→ Aim of the exercise: Copy the data exactly, pictures aside.

-------- Excerpted data

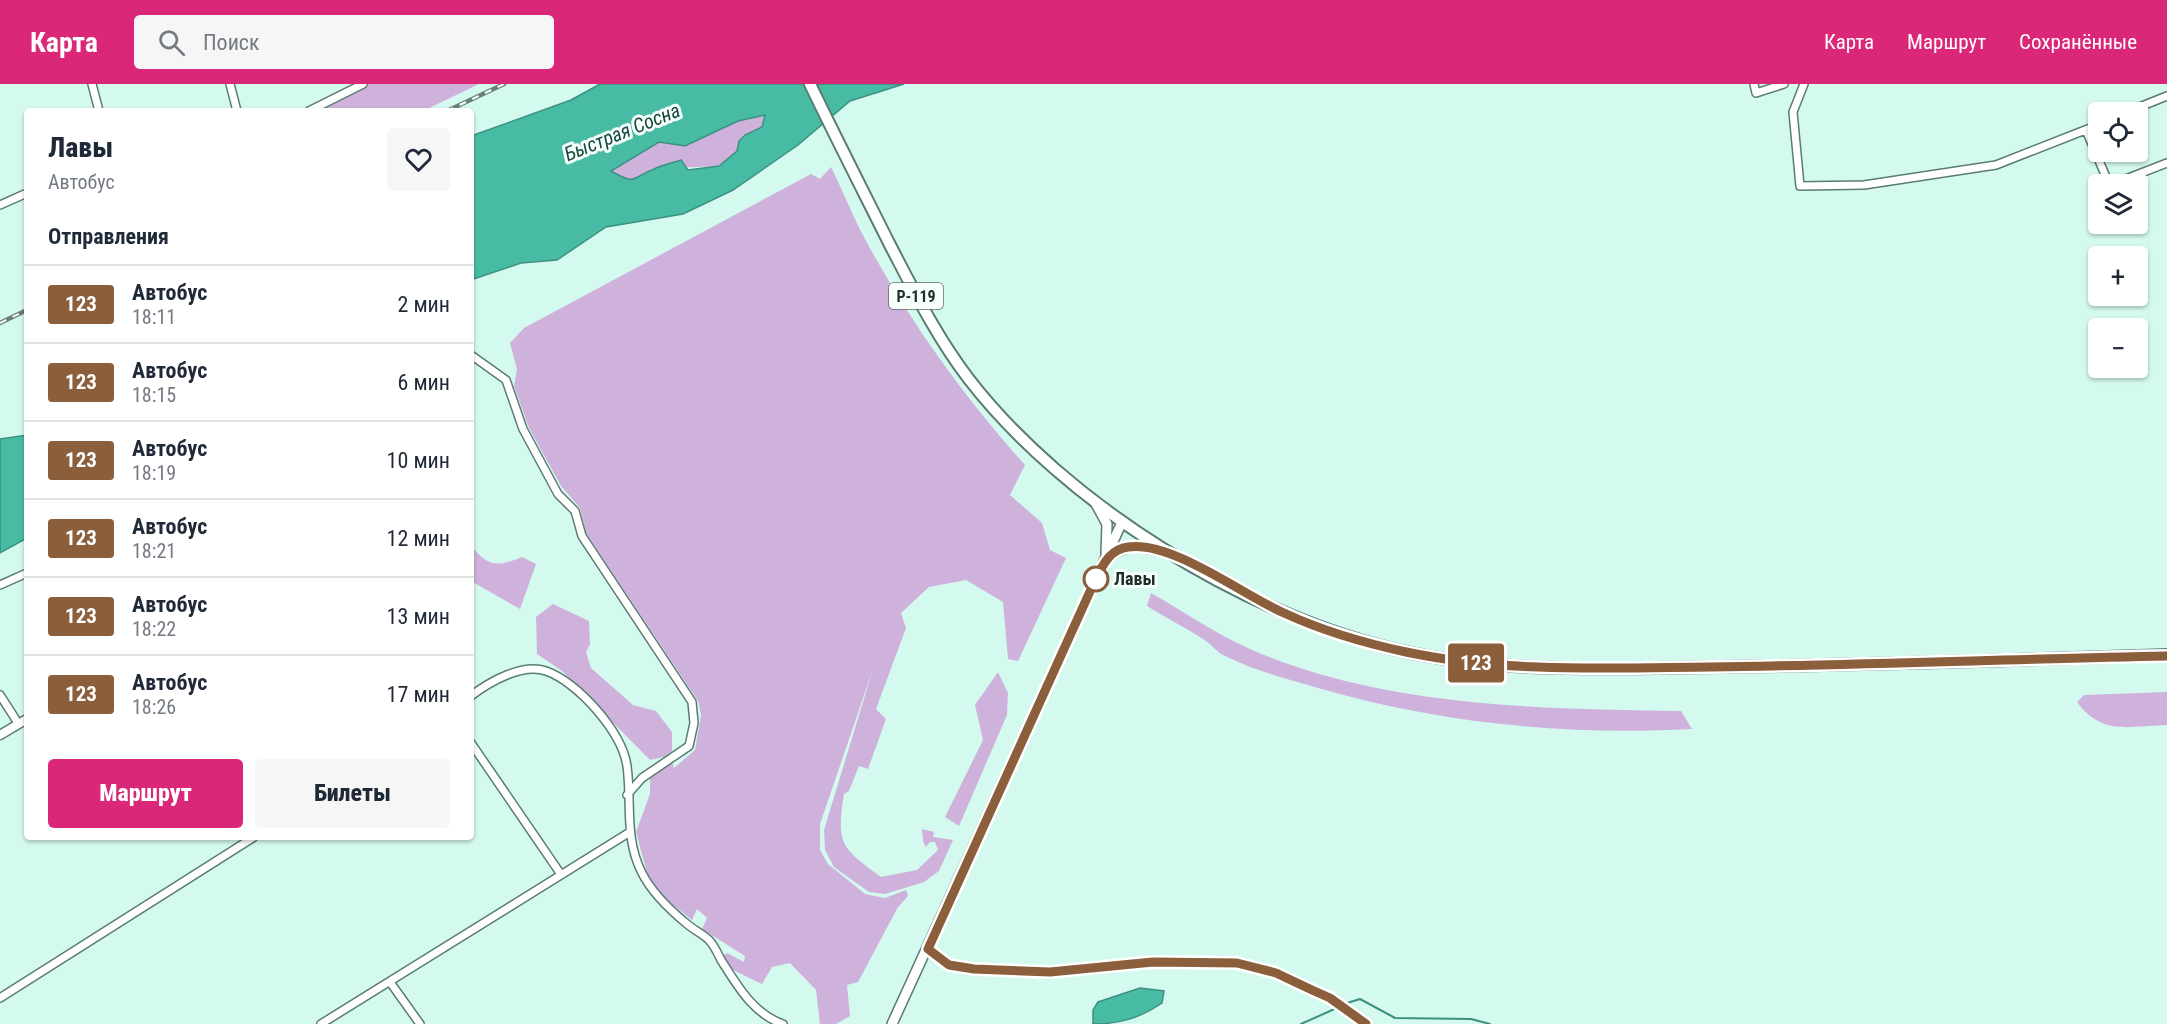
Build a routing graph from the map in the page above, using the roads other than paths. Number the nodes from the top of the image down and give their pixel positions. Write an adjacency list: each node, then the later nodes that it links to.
1 (93, 84): 10 (street)
2 (230, 84): 11 (street)
3 (363, 84): 12 (street)
4 (810, 84): 18 (highway, Р-119)
5 (1754, 84): 6 (street)
6 (1784, 84)
7 (1804, 84): 13 (street)
8 (2167, 96): 9 (street)
9 (2148, 104)
10 (98, 108)
11 (236, 108)
12 (315, 108)
13 (2086, 130): 14 (street)
14 (2167, 164)
15 (24, 194): 16 (street)
16 (0, 205)
17 (474, 356): 31 (street)
18 (1095, 502): 19 (highway, Р-119); 21 (main road)
19 (1122, 522): 20 (highway, Р-119); 21 (main road)
20 (1177, 555): 21 (main road); 24 (highway, Р-119)
21 (1105, 560): 35 (main road)
22 (24, 574): 23 (street)
23 (0, 585)
24 (2167, 656)
25 (474, 694): 31 (street)
26 (0, 695): 28 (street)
27 (24, 720): 28 (street)
28 (18, 723): 29 (street)
29 (0, 735)
30 (474, 747): 34 (street)
31 (627, 795): 32 (street)
32 (630, 832): 34 (street); 40 (street)
33 (249, 840): 37 (street)
34 (560, 873): 36 (street)
35 (928, 949): 41 (main road); 42 (street)
36 (390, 982): 38 (street); 39 (street)
37 (0, 998)
38 (321, 1024)
39 (420, 1024)
40 (783, 1024)
41 (892, 1024)
42 (1366, 1024)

----------------

→ Response box:
Build a routing graph from the map in the page above, using the roads other than paths. Number the nodes from the top of the image down and give their pixel positions. Write an adjacency list: each node, then the later nodes that it links to.
1 (93, 84): 10 (street)
2 (230, 84): 11 (street)
3 (363, 84): 12 (street)
4 (810, 84): 18 (highway, Р-119)
5 (1754, 84): 6 (street)
6 (1784, 84)
7 (1804, 84): 13 (street)
8 (2167, 96): 9 (street)
9 (2148, 104)
10 (98, 108)
11 (236, 108)
12 (315, 108)
13 (2086, 130): 14 (street)
14 (2167, 164)
15 (24, 194): 16 (street)
16 (0, 205)
17 (474, 356): 31 (street)
18 (1095, 502): 19 (highway, Р-119); 21 (main road)
19 (1122, 522): 20 (highway, Р-119); 21 (main road)
20 (1177, 555): 21 (main road); 24 (highway, Р-119)
21 (1105, 560): 35 (main road)
22 (24, 574): 23 (street)
23 (0, 585)
24 (2167, 656)
25 (474, 694): 31 (street)
26 (0, 695): 28 (street)
27 (24, 720): 28 (street)
28 (18, 723): 29 (street)
29 (0, 735)
30 (474, 747): 34 (street)
31 (627, 795): 32 (street)
32 (630, 832): 34 (street); 40 (street)
33 (249, 840): 37 (street)
34 (560, 873): 36 (street)
35 (928, 949): 41 (main road); 42 (street)
36 (390, 982): 38 (street); 39 (street)
37 (0, 998)
38 (321, 1024)
39 (420, 1024)
40 (783, 1024)
41 (892, 1024)
42 (1366, 1024)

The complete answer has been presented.